A: During challenging times you must focus on your team’s strengths. What can your TEAM do to drive the company’s non-dues revenue helping to right the ship? If your team realizes their efforts help the club’s bottom-line, you can expect improved performance. If your team of 8 knows that you believe in them and they have the ability to deliver their strengths. They’ll be more focused and motivates. Here is what you can do. Devote daily time to E.M.P.O.W.E.R. your team:

Education: Make those around you better.
Motivation: Show them your passion…and learn what drives theirs.
Preparation: Prepare like you are the busiest/most successful club in town.
Opportunities: Deliver opportunities to grow- lectures, classes, corporate fitness
WOW Factor: Teach your trainers to treat their clientele like King/Queens
Expectations: Your staff must know what is expected of them
Reward: Look for little reasons to recognize and reward your staff

Ryan Vogt, Fitness Director
Ryan also is a freelance writer, presenter and fitness consultant
Tri-City Court Club and LifeQuest Fitness Center

A: Personal Training revenues in most clubs have seen a significant decrease during the economic crisis.
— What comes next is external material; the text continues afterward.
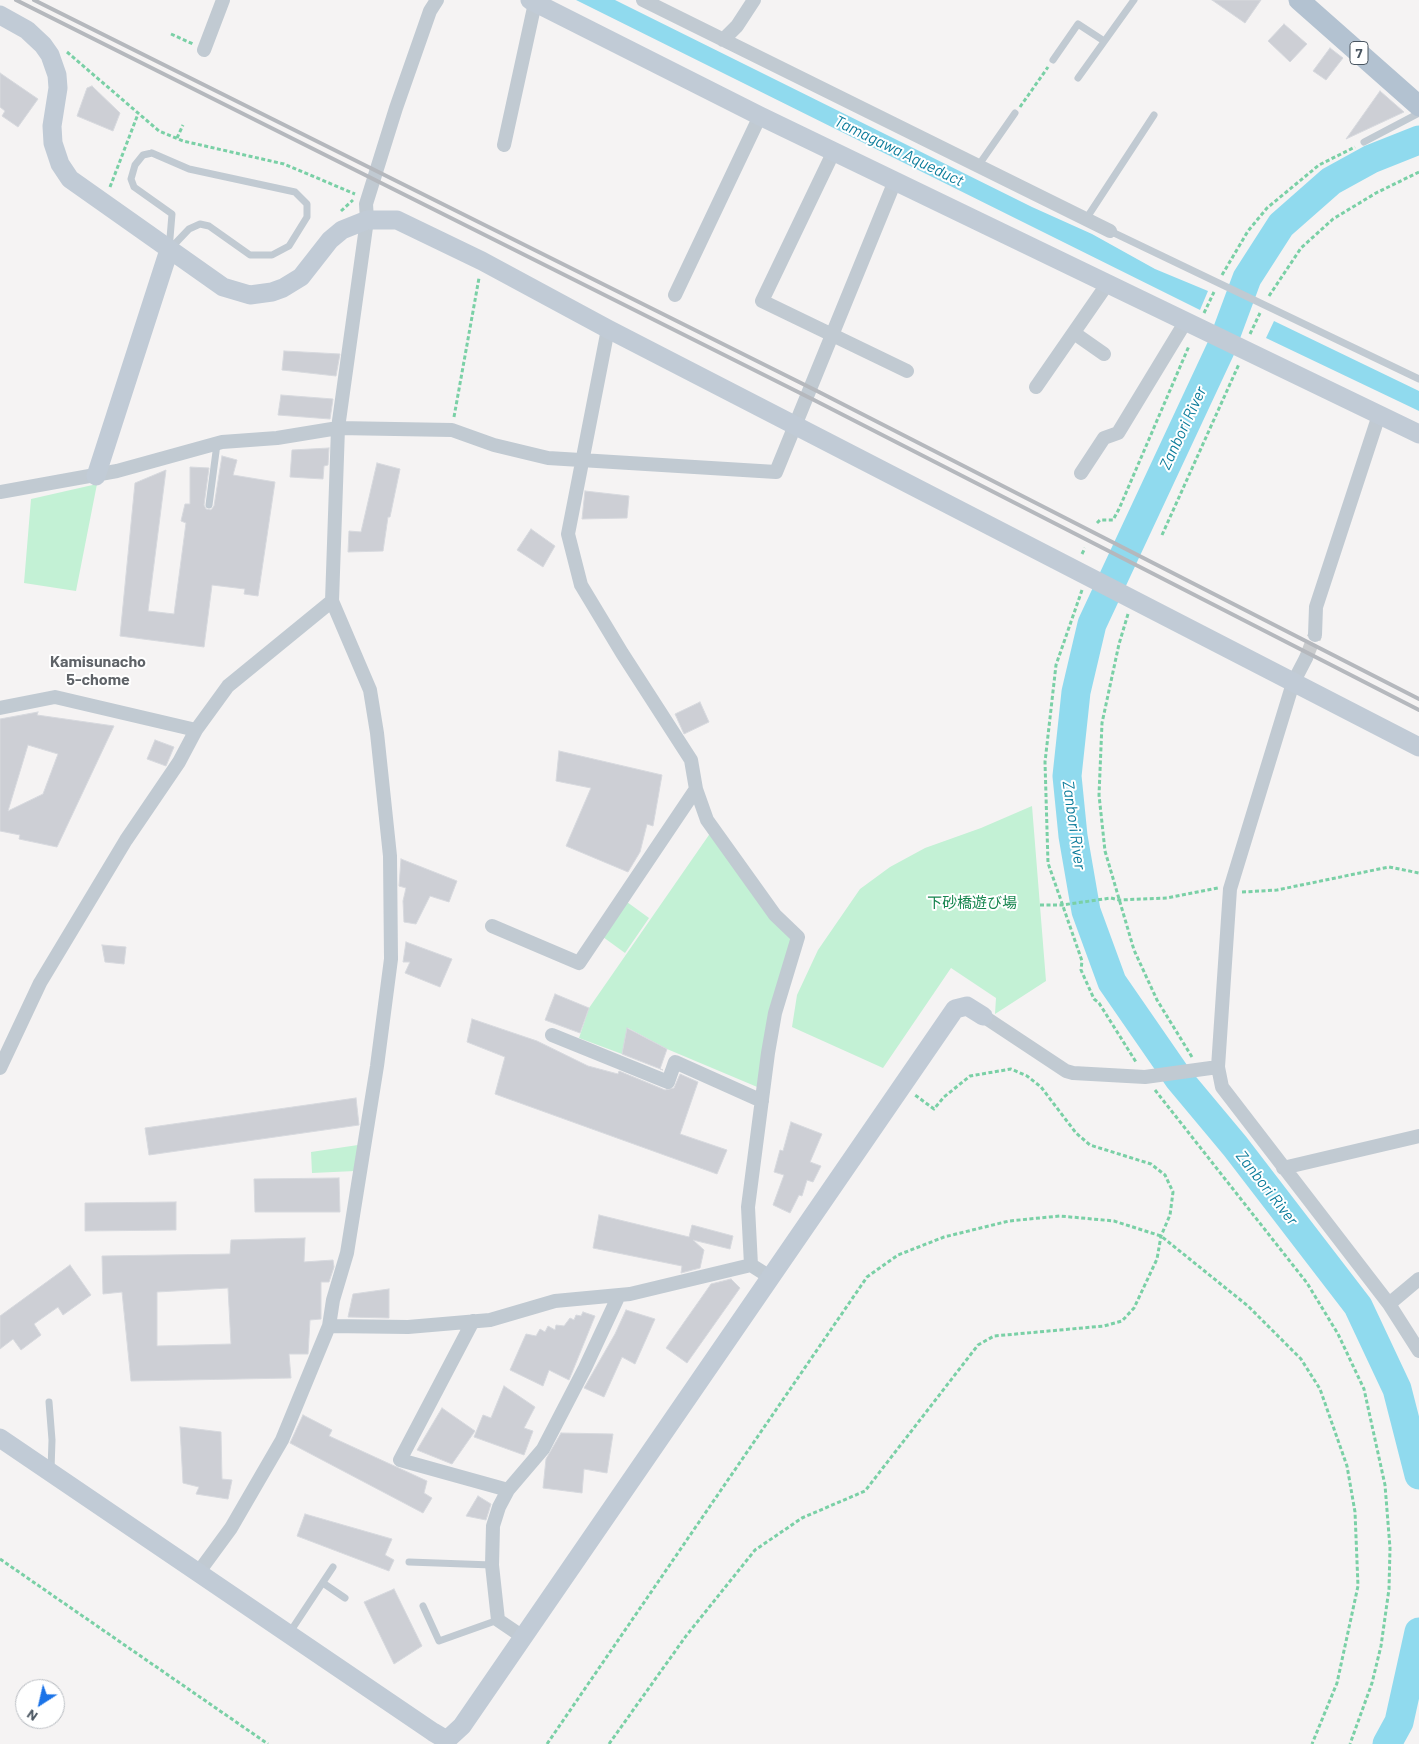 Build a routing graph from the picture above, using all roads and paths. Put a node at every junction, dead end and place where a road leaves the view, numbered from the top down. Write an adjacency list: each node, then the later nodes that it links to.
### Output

In most cases, that means the training team feels it in their pockets, and need an extra push to keep their eye on goals and service objectives.

Here are a few quick ideas to help inspire your team:

  1. Different things motivate different people. Have a good talk with the trainer and acknowledge what is going on. Find out if there are any barriers or stumbling blocks that can be easily removed. Is your club doing everything it possibly can to promote personal training?
  2. Give the trainer a project, event or program to begin working on for the next month. Ask them to outline the project in full with processes, costs, and anticipated ROI. If they don’t know how to do this, pair them with a mentor or coach them yourself. Give them the tools and resources they need to launch a successful program.
  3. Set in place a plan with small daily or weekly goals to achieve, so that the trainer is headed towards a certain goal or objective that can be accomplished in small steps. Recognize and reward effort.
  4. The best question to ask your staff every day is “What do you need from me?”. Don’t wait for someone to come to you to acknowledge a need or a challenge. Achieve more positive outcomes with an engaged and proactive leadership style.
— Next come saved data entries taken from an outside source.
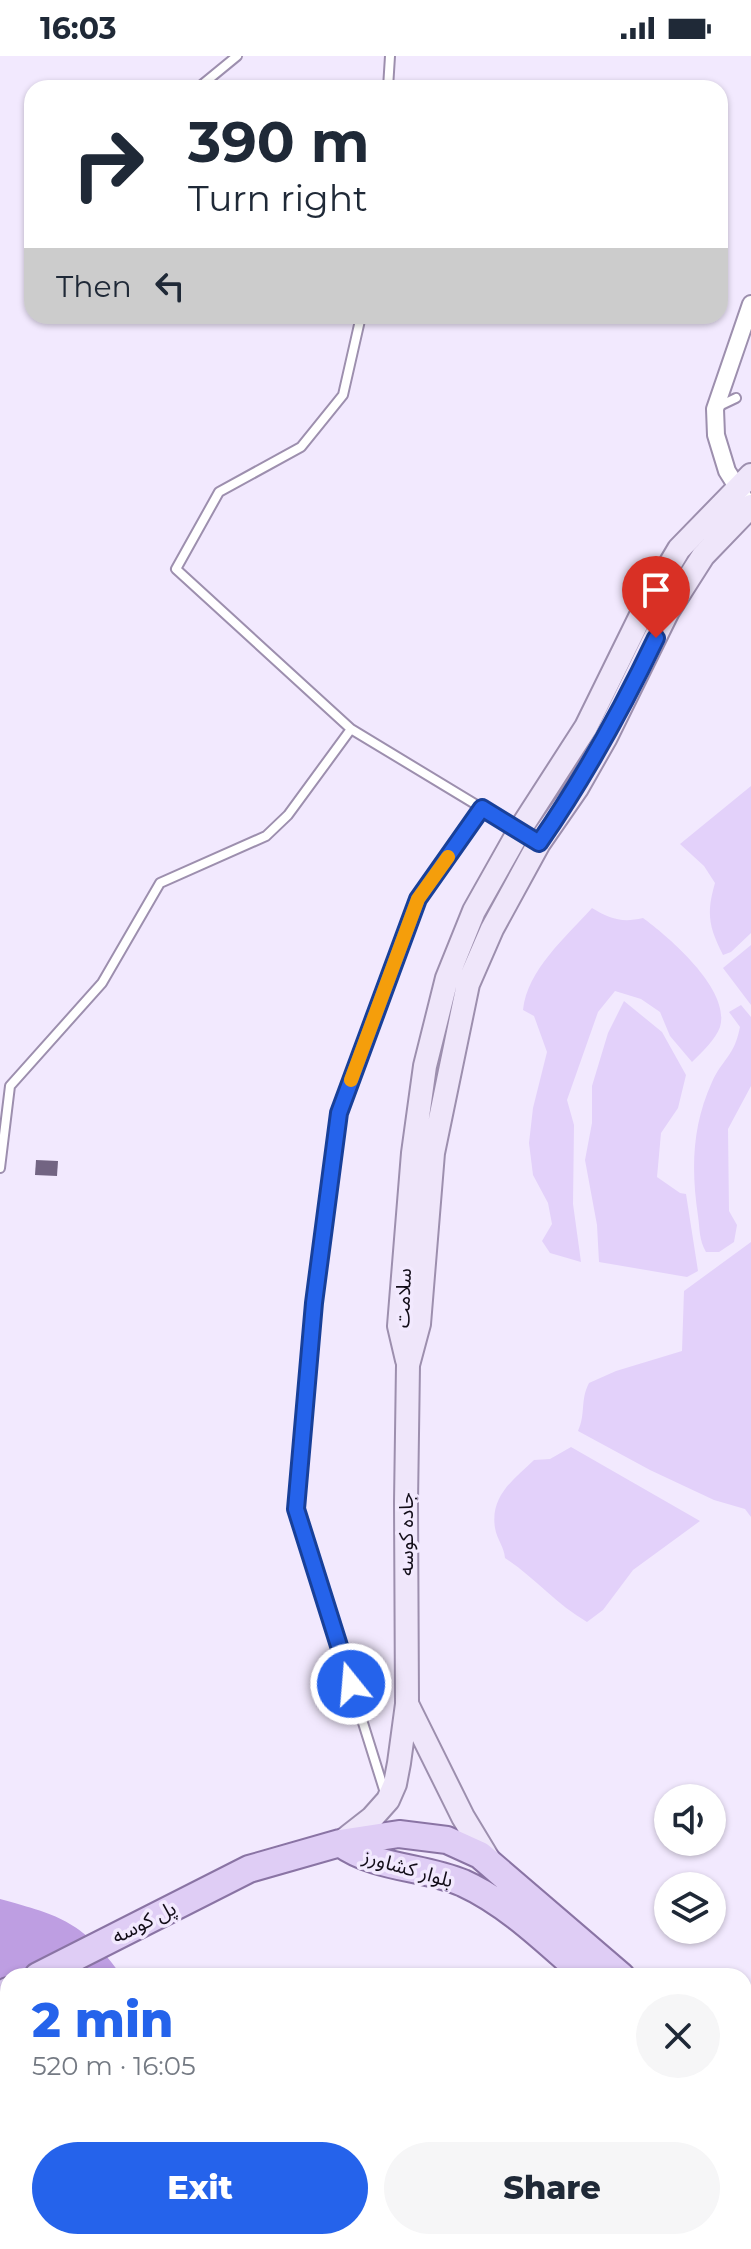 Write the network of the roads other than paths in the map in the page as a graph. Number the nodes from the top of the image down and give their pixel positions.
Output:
1 (237, 56) edge
2 (390, 56) edge
3 (208, 80) edge
4 (388, 80) edge
5 (751, 304) edge
6 (359, 324) edge
7 (736, 398) dead end
8 (715, 409) junction
9 (746, 490) edge
10 (351, 729) junction
11 (482, 808) junction
12 (519, 831) junction
13 (539, 843) junction
14 (0, 1168) edge
15 (408, 1365) junction
16 (407, 1704) junction
17 (388, 1800) junction
18 (340, 1843) junction
19 (493, 1864) junction
20 (474, 1889) junction
21 (54, 1968) edge
22 (577, 1968) edge
23 (612, 1968) edge

1 - 3 lane
2 - 4 lane
5 - 8 street
6 - 10 lane
7 - 8 lane
8 - 9 street
9 - 12 main road, سلامت
9 - 13 main road, سلامت
10 - 11 lane
10 - 14 lane
11 - 12 lane
11 - 17 lane
12 - 13 main road
12 - 15 main road, سلامت
13 - 15 main road, سلامت
15 - 16 main road, جاده کوسه
16 - 17 main road, جاده کوسه
16 - 19 main road, جاده کوسه
17 - 18 main road
18 - 19 main road, بلوار کشاورز
18 - 20 main road, بلوار کشاورز
18 - 21 main road, پل کوسه
19 - 20 main road
19 - 23 main road, بلوار کشاورز
20 - 22 main road, بلوار کشاورز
Bonnie Patrick Mattalian, President
Club & Spa Synergy Group Consultants

A: From my experience in Portugal working with Personal Trainers, the best way to keep your PT staff motivated is to implement one or more of the following tips:

  • Pay them per PT session that they give to a costumer, for example, if you pay 17 Euros per one hour PT session and if one member of your staff does 50 PT sessions per month, he will receive 850 Euros. Allow them to work as long as they want, they can earn more money, but the club will not lose, because they will sell more;
  • Create levels of earning per PT session given, for example, 1 to 49 sessions a month they can earn 17 Euros. But for 50 or more they can earn 19 Euros a session. This will induce the increasing of membership retention and profit for the club; (remember to adapt the levels to your club reality) Finally, after implementing new strategies, you must stay alert and keep giving feedbacks to your staff, guide and inspire them for success.
  • Create a rank to input healthy competition between your staff, at the end of a month or a trimester, give a prize to the best seller and professional. Make sure every member of your staff and costumers know who is the best professional of the month/trimester;
  • Allow/”defy” them to work as a class instructor or on other fitness project and see if they fill more motivated with that.

Finally, after implementing new strategies, you must stay alert and keep giving feedbacks to your staff, guide and inspire them for success.